§ **Assignment**: Set the data down again, word for word, as it appears below.

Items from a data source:
---*---
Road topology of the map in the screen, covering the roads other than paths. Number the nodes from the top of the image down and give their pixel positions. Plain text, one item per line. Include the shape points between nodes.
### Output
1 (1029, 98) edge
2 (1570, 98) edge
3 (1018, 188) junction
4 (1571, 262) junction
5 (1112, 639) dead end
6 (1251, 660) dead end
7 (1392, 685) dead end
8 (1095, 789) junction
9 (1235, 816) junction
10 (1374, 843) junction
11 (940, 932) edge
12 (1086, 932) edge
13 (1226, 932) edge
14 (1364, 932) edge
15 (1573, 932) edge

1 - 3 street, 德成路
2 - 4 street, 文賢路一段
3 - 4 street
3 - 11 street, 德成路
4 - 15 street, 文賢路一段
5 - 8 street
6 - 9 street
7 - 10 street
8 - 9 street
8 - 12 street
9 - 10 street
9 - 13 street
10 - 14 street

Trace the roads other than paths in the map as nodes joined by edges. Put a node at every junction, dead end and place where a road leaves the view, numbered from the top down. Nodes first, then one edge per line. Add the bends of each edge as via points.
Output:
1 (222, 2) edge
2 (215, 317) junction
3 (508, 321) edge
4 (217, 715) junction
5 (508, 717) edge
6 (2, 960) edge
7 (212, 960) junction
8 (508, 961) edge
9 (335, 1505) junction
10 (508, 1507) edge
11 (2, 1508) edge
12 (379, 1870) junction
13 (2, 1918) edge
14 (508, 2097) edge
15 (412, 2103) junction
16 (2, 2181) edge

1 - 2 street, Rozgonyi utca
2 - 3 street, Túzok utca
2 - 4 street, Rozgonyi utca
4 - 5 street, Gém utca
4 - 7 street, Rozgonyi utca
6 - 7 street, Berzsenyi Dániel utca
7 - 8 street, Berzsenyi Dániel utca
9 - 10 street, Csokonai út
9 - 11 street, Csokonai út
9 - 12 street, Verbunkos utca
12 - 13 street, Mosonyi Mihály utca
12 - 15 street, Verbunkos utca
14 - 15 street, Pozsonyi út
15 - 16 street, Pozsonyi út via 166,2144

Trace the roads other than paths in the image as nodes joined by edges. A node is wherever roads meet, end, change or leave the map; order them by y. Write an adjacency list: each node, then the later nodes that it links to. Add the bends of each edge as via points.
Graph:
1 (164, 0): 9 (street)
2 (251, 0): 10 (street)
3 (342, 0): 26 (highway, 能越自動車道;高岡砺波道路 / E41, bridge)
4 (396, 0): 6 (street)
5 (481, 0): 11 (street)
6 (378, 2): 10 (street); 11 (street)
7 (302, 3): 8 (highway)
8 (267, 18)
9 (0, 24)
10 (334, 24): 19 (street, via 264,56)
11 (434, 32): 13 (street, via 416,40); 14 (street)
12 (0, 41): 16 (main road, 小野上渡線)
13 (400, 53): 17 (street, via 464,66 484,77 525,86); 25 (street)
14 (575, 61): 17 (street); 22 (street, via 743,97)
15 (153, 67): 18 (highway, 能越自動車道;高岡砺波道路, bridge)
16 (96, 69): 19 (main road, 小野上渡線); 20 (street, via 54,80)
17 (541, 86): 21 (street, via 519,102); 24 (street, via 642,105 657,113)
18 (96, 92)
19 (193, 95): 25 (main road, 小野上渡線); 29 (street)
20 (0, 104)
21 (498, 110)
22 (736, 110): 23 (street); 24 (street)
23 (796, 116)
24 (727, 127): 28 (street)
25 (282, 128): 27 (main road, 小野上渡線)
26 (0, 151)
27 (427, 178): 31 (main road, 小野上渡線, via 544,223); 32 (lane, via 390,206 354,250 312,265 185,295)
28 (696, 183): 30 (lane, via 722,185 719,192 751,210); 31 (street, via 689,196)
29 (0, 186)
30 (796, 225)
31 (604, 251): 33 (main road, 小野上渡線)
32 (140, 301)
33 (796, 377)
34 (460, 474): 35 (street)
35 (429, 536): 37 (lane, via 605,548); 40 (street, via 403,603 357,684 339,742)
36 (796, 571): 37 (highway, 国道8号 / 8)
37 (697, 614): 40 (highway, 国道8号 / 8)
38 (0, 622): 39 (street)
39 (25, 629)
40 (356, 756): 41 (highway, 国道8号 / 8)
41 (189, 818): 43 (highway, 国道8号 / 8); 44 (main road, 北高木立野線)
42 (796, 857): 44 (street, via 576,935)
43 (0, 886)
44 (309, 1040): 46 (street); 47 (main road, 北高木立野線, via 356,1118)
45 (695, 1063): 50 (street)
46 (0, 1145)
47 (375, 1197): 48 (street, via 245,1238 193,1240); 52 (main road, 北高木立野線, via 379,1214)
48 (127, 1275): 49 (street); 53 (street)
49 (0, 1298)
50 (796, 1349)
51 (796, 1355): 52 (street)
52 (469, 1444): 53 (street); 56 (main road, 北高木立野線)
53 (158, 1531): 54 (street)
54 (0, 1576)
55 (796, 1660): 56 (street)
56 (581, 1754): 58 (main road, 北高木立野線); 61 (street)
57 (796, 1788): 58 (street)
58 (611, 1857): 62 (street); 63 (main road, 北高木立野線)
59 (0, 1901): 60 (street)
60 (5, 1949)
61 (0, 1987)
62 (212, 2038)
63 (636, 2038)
---*---
§ **Your response**:
Road topology of the map in the screen, covering the roads other than paths. Number the nodes from the top of the image down and give their pixel positions. Plain text, one item per line. Include the shape points between nodes.
### Output
1 (1029, 98) edge
2 (1570, 98) edge
3 (1018, 188) junction
4 (1571, 262) junction
5 (1112, 639) dead end
6 (1251, 660) dead end
7 (1392, 685) dead end
8 (1095, 789) junction
9 (1235, 816) junction
10 (1374, 843) junction
11 (940, 932) edge
12 (1086, 932) edge
13 (1226, 932) edge
14 (1364, 932) edge
15 (1573, 932) edge

1 - 3 street, 德成路
2 - 4 street, 文賢路一段
3 - 4 street
3 - 11 street, 德成路
4 - 15 street, 文賢路一段
5 - 8 street
6 - 9 street
7 - 10 street
8 - 9 street
8 - 12 street
9 - 10 street
9 - 13 street
10 - 14 street

Trace the roads other than paths in the map as nodes joined by edges. Put a node at every junction, dead end and place where a road leaves the view, numbered from the top down. Nodes first, then one edge per line. Add the bends of each edge as via points.
Output:
1 (222, 2) edge
2 (215, 317) junction
3 (508, 321) edge
4 (217, 715) junction
5 (508, 717) edge
6 (2, 960) edge
7 (212, 960) junction
8 (508, 961) edge
9 (335, 1505) junction
10 (508, 1507) edge
11 (2, 1508) edge
12 (379, 1870) junction
13 (2, 1918) edge
14 (508, 2097) edge
15 (412, 2103) junction
16 (2, 2181) edge

1 - 2 street, Rozgonyi utca
2 - 3 street, Túzok utca
2 - 4 street, Rozgonyi utca
4 - 5 street, Gém utca
4 - 7 street, Rozgonyi utca
6 - 7 street, Berzsenyi Dániel utca
7 - 8 street, Berzsenyi Dániel utca
9 - 10 street, Csokonai út
9 - 11 street, Csokonai út
9 - 12 street, Verbunkos utca
12 - 13 street, Mosonyi Mihály utca
12 - 15 street, Verbunkos utca
14 - 15 street, Pozsonyi út
15 - 16 street, Pozsonyi út via 166,2144

Trace the roads other than paths in the image as nodes joined by edges. A node is wherever roads meet, end, change or leave the map; order them by y. Write an adjacency list: each node, then the later nodes that it links to. Add the bends of each edge as via points.
Graph:
1 (164, 0): 9 (street)
2 (251, 0): 10 (street)
3 (342, 0): 26 (highway, 能越自動車道;高岡砺波道路 / E41, bridge)
4 (396, 0): 6 (street)
5 (481, 0): 11 (street)
6 (378, 2): 10 (street); 11 (street)
7 (302, 3): 8 (highway)
8 (267, 18)
9 (0, 24)
10 (334, 24): 19 (street, via 264,56)
11 (434, 32): 13 (street, via 416,40); 14 (street)
12 (0, 41): 16 (main road, 小野上渡線)
13 (400, 53): 17 (street, via 464,66 484,77 525,86); 25 (street)
14 (575, 61): 17 (street); 22 (street, via 743,97)
15 (153, 67): 18 (highway, 能越自動車道;高岡砺波道路, bridge)
16 (96, 69): 19 (main road, 小野上渡線); 20 (street, via 54,80)
17 (541, 86): 21 (street, via 519,102); 24 (street, via 642,105 657,113)
18 (96, 92)
19 (193, 95): 25 (main road, 小野上渡線); 29 (street)
20 (0, 104)
21 (498, 110)
22 (736, 110): 23 (street); 24 (street)
23 (796, 116)
24 (727, 127): 28 (street)
25 (282, 128): 27 (main road, 小野上渡線)
26 (0, 151)
27 (427, 178): 31 (main road, 小野上渡線, via 544,223); 32 (lane, via 390,206 354,250 312,265 185,295)
28 (696, 183): 30 (lane, via 722,185 719,192 751,210); 31 (street, via 689,196)
29 (0, 186)
30 (796, 225)
31 (604, 251): 33 (main road, 小野上渡線)
32 (140, 301)
33 (796, 377)
34 (460, 474): 35 (street)
35 (429, 536): 37 (lane, via 605,548); 40 (street, via 403,603 357,684 339,742)
36 (796, 571): 37 (highway, 国道8号 / 8)
37 (697, 614): 40 (highway, 国道8号 / 8)
38 (0, 622): 39 (street)
39 (25, 629)
40 (356, 756): 41 (highway, 国道8号 / 8)
41 (189, 818): 43 (highway, 国道8号 / 8); 44 (main road, 北高木立野線)
42 (796, 857): 44 (street, via 576,935)
43 (0, 886)
44 (309, 1040): 46 (street); 47 (main road, 北高木立野線, via 356,1118)
45 (695, 1063): 50 (street)
46 (0, 1145)
47 (375, 1197): 48 (street, via 245,1238 193,1240); 52 (main road, 北高木立野線, via 379,1214)
48 (127, 1275): 49 (street); 53 (street)
49 (0, 1298)
50 (796, 1349)
51 (796, 1355): 52 (street)
52 (469, 1444): 53 (street); 56 (main road, 北高木立野線)
53 (158, 1531): 54 (street)
54 (0, 1576)
55 (796, 1660): 56 (street)
56 (581, 1754): 58 (main road, 北高木立野線); 61 (street)
57 (796, 1788): 58 (street)
58 (611, 1857): 62 (street); 63 (main road, 北高木立野線)
59 (0, 1901): 60 (street)
60 (5, 1949)
61 (0, 1987)
62 (212, 2038)
63 (636, 2038)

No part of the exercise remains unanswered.